How did the Bible influence the earliest writings of the Syriac christianity? And what interaction was there with Hellenic culture? The project LinkSyr focusses these questions on the second century document The Book of the Laws of the Countries, which is written in the form of a dialogue about destiny and free will. The arguments that are put forward in the book criticise contemporary cosmological and astrological ways of thinking and contain encyclopedic knowledge about all sorts of lands and peoples.
LinkSyr uploads this book and other texts into the Linked Data Cloud and connects them with text corpora (SEDRA) en online encyclopedic and lexicographic sources (Syriaca). The wealth of information that is connected in this way will help answering questions as: what is the relation of this document with the biblical tradition? Do the Greek loanwords in this Syriac text say something about the Hellenic influence? And where did the author get his knowledge about Mesopotamian astrology and the ancient geography?
LinkSyr is a CLARIAH Research Pilot, lead by prof. Wido van Peursen (VU-ETCBC), who has reinforced the project with additional funding, which has been used to organise a lively international workshop.

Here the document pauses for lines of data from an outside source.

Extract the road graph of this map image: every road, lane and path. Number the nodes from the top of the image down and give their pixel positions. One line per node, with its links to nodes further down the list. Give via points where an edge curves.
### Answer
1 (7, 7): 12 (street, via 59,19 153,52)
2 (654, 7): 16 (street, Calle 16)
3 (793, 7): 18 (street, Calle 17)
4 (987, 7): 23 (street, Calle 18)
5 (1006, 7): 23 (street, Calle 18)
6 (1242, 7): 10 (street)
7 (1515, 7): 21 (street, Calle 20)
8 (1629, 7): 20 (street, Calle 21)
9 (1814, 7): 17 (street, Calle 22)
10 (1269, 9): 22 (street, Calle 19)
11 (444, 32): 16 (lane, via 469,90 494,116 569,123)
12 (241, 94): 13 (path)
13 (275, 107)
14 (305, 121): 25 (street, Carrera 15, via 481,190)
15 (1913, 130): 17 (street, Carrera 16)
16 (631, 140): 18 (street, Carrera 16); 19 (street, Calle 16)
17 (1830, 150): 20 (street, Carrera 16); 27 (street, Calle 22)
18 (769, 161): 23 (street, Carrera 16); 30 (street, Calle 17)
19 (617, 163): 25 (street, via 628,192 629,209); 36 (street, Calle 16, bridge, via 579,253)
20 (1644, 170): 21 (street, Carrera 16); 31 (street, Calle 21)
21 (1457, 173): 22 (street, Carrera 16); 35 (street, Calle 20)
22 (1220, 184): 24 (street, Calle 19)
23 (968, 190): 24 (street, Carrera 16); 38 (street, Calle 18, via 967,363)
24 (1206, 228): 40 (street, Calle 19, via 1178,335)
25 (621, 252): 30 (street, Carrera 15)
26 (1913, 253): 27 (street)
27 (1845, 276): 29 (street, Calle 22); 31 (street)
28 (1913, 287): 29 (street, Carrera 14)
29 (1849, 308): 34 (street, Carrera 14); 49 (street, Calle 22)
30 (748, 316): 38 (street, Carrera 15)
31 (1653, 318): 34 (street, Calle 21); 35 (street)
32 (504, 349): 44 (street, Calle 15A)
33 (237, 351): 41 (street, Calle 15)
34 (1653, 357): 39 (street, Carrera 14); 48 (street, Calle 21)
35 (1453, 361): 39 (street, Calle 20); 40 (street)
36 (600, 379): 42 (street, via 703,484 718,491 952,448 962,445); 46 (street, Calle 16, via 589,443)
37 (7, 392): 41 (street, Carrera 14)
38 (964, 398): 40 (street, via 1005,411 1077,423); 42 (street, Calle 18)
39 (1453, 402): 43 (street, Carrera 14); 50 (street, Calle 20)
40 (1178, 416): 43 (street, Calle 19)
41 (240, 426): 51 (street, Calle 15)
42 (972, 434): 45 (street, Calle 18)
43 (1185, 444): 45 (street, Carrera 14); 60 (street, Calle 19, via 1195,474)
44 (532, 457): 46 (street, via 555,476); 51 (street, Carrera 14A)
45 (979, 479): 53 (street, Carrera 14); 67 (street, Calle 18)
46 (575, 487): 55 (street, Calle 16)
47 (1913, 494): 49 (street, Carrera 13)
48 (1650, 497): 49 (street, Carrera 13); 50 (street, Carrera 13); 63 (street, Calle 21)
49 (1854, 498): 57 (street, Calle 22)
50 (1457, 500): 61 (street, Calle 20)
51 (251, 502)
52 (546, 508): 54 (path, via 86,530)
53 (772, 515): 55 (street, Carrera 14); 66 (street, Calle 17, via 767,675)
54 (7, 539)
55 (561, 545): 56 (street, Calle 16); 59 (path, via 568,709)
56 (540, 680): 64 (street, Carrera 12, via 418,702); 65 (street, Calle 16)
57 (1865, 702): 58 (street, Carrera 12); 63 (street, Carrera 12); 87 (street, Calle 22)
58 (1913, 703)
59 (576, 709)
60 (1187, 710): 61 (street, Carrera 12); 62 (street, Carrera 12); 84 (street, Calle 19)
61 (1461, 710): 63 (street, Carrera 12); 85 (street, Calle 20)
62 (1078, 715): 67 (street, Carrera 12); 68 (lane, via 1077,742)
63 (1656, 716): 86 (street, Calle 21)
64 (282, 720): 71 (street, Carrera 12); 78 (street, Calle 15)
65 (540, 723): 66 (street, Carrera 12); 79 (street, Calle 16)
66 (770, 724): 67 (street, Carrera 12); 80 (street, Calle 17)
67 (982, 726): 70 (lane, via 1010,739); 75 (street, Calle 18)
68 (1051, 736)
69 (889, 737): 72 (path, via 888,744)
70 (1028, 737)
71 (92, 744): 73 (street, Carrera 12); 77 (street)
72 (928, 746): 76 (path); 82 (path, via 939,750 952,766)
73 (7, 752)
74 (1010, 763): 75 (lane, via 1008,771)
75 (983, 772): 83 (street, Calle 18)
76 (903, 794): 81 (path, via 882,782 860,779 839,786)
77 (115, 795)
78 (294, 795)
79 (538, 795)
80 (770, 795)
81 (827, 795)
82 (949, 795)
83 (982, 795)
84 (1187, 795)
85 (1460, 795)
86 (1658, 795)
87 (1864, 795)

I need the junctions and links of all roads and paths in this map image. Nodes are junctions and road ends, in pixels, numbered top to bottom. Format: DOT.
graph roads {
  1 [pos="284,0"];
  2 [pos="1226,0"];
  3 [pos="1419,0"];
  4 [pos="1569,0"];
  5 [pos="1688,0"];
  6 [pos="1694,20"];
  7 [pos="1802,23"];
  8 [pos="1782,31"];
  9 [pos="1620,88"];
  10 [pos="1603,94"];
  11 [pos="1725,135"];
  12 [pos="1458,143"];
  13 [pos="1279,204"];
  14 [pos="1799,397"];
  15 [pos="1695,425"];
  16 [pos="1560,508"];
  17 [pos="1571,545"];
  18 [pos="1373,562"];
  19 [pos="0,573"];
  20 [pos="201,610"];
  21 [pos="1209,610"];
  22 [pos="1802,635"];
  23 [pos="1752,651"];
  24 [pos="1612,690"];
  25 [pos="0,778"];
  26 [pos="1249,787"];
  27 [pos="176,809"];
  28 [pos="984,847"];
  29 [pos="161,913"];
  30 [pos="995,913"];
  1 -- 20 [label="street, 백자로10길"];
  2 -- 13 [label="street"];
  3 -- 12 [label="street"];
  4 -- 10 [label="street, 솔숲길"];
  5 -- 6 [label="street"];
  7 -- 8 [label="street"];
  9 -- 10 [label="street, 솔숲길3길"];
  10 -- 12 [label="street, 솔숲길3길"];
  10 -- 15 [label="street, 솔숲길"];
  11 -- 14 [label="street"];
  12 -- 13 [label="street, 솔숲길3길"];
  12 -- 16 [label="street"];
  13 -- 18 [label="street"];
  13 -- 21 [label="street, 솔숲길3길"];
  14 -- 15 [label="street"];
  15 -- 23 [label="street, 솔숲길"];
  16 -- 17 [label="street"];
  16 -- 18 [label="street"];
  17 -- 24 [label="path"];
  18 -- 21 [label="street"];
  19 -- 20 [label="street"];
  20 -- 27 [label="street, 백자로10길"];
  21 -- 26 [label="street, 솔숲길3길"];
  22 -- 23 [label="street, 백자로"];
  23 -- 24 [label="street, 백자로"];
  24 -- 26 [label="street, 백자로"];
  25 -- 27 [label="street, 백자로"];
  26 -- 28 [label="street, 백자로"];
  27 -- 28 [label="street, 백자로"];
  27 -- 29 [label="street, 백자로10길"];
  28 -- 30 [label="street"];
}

The role of DANS is to make the Syriac texts available online, so that they can be linked to linked data entities. The ancient-data.org domain has been put up (now available through GitHub), on which other data sources – like the Hebrew Bible on shebanq.ancient-data.org – are accessible as well.
LinkSyr uses the DANS-lab Text-Fabric as an intermediate format and tool to process the texts, which have been collected from obtained from various databases, in a uniform manner.